──────── Stored data
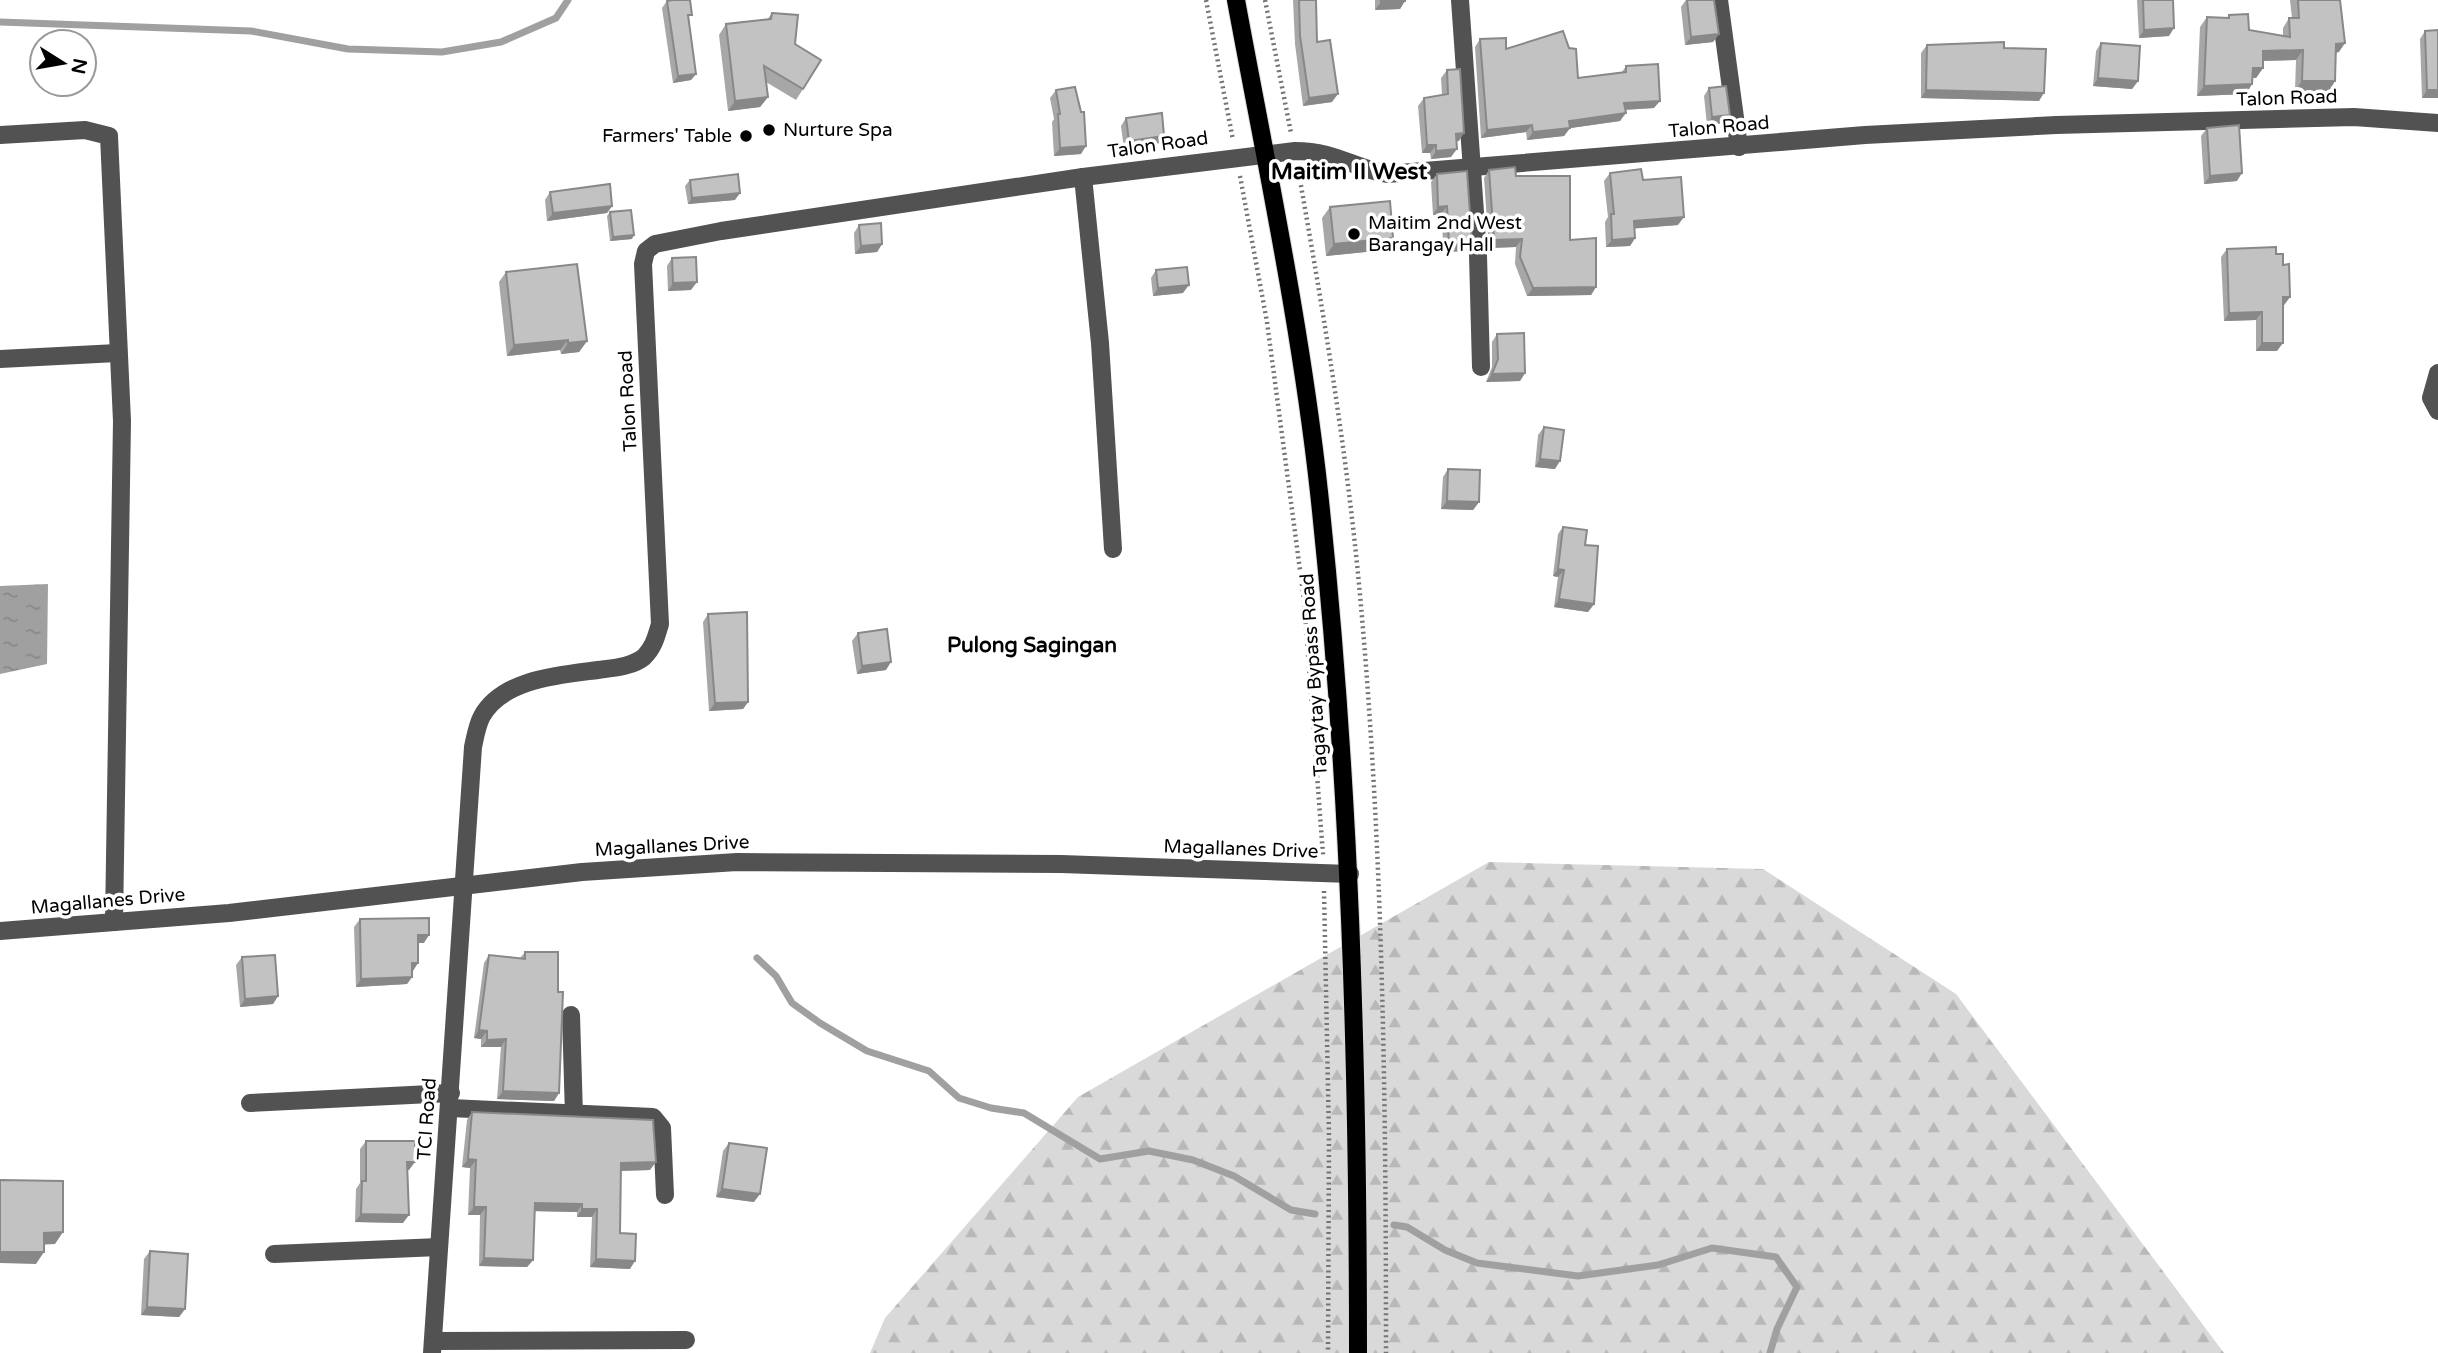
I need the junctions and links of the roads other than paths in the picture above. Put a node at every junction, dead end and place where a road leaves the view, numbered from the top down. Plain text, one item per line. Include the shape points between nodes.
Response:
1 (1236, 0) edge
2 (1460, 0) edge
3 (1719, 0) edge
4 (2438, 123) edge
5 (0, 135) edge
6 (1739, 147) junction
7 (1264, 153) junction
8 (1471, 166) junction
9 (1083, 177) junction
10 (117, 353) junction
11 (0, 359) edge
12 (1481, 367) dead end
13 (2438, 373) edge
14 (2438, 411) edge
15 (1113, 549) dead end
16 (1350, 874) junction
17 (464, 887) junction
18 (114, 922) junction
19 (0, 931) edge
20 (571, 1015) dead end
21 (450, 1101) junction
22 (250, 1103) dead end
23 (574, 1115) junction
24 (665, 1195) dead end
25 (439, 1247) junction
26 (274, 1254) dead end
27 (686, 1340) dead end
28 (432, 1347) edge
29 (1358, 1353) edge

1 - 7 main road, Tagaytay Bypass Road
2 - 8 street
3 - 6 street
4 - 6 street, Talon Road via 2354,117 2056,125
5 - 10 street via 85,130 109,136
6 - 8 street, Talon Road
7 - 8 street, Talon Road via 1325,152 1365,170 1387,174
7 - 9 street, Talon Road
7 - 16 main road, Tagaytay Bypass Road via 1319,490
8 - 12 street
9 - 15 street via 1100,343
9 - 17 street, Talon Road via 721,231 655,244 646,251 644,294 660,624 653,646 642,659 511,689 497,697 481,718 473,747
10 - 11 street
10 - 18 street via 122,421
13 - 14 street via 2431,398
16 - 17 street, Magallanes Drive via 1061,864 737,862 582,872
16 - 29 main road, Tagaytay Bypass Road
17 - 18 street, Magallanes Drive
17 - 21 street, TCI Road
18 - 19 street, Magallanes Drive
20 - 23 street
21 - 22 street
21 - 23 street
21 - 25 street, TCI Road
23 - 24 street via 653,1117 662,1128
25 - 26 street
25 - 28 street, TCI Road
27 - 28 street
────────────────
#### The problem
Return all lines in the data that include the word "Tagaytay".

#### Solution
1 - 7 main road, Tagaytay Bypass Road
7 - 16 main road, Tagaytay Bypass Road via 1319,490
16 - 29 main road, Tagaytay Bypass Road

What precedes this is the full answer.